James Thomas Dooley (26 April 1877 – 2 January 1950) served twice, briefly, as Premier of New South Wales during the early 1920s.

Early years
Born in the townland of Curracreehan (possibly Currycreaghan), near Ballymahon, County Longford, Ireland, he was the fourth son of Thomas Dooley, a farmer, and his wife Elizabeth, née O'Connor.
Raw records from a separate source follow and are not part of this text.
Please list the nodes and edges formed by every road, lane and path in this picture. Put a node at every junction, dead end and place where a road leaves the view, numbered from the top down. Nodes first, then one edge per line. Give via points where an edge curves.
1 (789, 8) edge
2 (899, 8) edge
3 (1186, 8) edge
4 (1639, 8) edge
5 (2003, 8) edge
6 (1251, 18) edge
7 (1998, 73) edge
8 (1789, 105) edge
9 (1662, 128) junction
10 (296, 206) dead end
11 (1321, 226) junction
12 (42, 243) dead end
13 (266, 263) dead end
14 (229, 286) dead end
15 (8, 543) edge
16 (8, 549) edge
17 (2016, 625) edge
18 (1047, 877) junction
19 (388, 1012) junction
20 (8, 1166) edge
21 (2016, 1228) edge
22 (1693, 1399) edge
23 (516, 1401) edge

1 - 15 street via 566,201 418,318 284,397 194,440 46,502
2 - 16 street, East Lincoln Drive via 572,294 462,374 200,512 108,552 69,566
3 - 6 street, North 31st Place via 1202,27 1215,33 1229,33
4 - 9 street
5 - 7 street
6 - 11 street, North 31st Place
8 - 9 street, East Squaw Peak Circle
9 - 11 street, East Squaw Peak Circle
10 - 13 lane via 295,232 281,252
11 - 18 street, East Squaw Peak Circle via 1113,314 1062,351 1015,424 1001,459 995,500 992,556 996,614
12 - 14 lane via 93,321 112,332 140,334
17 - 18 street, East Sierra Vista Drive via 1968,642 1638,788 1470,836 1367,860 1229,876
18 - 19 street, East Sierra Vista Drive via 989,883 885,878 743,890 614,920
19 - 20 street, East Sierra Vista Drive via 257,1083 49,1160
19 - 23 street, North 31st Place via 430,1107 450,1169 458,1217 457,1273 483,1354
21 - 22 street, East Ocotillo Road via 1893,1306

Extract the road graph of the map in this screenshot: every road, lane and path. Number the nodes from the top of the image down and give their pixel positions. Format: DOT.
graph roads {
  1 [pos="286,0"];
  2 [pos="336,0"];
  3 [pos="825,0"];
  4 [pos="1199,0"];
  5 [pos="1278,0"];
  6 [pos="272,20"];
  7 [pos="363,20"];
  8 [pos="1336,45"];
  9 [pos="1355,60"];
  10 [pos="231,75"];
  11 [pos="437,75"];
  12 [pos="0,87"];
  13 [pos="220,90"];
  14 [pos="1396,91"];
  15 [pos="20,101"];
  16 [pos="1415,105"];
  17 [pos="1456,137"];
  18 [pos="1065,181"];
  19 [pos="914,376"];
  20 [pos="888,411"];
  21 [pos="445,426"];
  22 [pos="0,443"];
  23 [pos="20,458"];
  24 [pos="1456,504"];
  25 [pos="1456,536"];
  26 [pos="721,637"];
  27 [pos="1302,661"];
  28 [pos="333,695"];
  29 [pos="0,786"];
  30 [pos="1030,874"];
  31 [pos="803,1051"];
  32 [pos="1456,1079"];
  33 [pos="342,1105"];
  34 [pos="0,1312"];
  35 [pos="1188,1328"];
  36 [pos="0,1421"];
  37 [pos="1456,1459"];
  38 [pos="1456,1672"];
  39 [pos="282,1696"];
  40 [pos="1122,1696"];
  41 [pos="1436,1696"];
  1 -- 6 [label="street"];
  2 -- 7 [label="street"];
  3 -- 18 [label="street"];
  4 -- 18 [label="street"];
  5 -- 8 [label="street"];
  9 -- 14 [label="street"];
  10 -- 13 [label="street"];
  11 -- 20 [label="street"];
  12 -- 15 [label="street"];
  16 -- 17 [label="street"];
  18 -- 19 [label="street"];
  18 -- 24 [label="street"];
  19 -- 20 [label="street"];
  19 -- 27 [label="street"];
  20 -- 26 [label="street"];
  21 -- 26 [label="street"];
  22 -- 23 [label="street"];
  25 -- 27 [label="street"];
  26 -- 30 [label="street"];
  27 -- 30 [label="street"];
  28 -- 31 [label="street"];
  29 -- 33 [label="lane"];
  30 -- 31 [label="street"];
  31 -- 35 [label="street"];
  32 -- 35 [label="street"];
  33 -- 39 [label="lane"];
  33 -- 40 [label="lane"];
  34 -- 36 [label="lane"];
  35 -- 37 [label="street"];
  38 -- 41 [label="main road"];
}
He arrived in Brisbane, Australia at the age of 8, where he attended a state school before commencing work as a draper's assistant at twelve and was later apprenticed to a tailor. He attended evening classes and joined the college's literary and debating society and the Labor Party. In about 1901, he worked at Cobar and other outback New South Wales before settling in Lithgow, New South Wales and marrying Kate Rodé Trundle in 1905.

Parliamentary career
In 1907, he was elected to the seat of Hartley in the Legislative Assembly and was its youngest member at the time. From 1920 to 1927 he represented Bathurst. On the expulsion of Premier William Holman and others from the Labor Party on the conscription issue in November 1916, Dooley became deputy party leader to Ernest Durack. When Durack resigned in February 1917, John Storey became party leader and Dooley remained deputy leader. The 1920 election was evenly divided with Labor only able to govern due to Nationalist Daniel Levy controversially accepting re-election as speaker. Dooley was appointed Colonial Secretary (including responsibility for state enterprises and the police) and Minister for Housing from April 1920 to October 1921. Dooley acted as Premier during Storey's six-month trip to England (January–July 1921) and when Storey was sick. He became Premier on Storey's death in October 1921. Levy resigned as speaker on 12 December 1921, replaced by Labor's Simon Hickey and the government resigned after it was defeated on the floor of the house 44 votes to 45 and Governor Sir Walter Davidson declined to call an early election. New Premier George Fuller did not have a majority in parliament, was also refused an early election and resigned within seven hours of his appointment. Dooley regained power with Levy agreeing to remain as speaker. He lost a highly sectarian election campaign to Fuller in April 1922.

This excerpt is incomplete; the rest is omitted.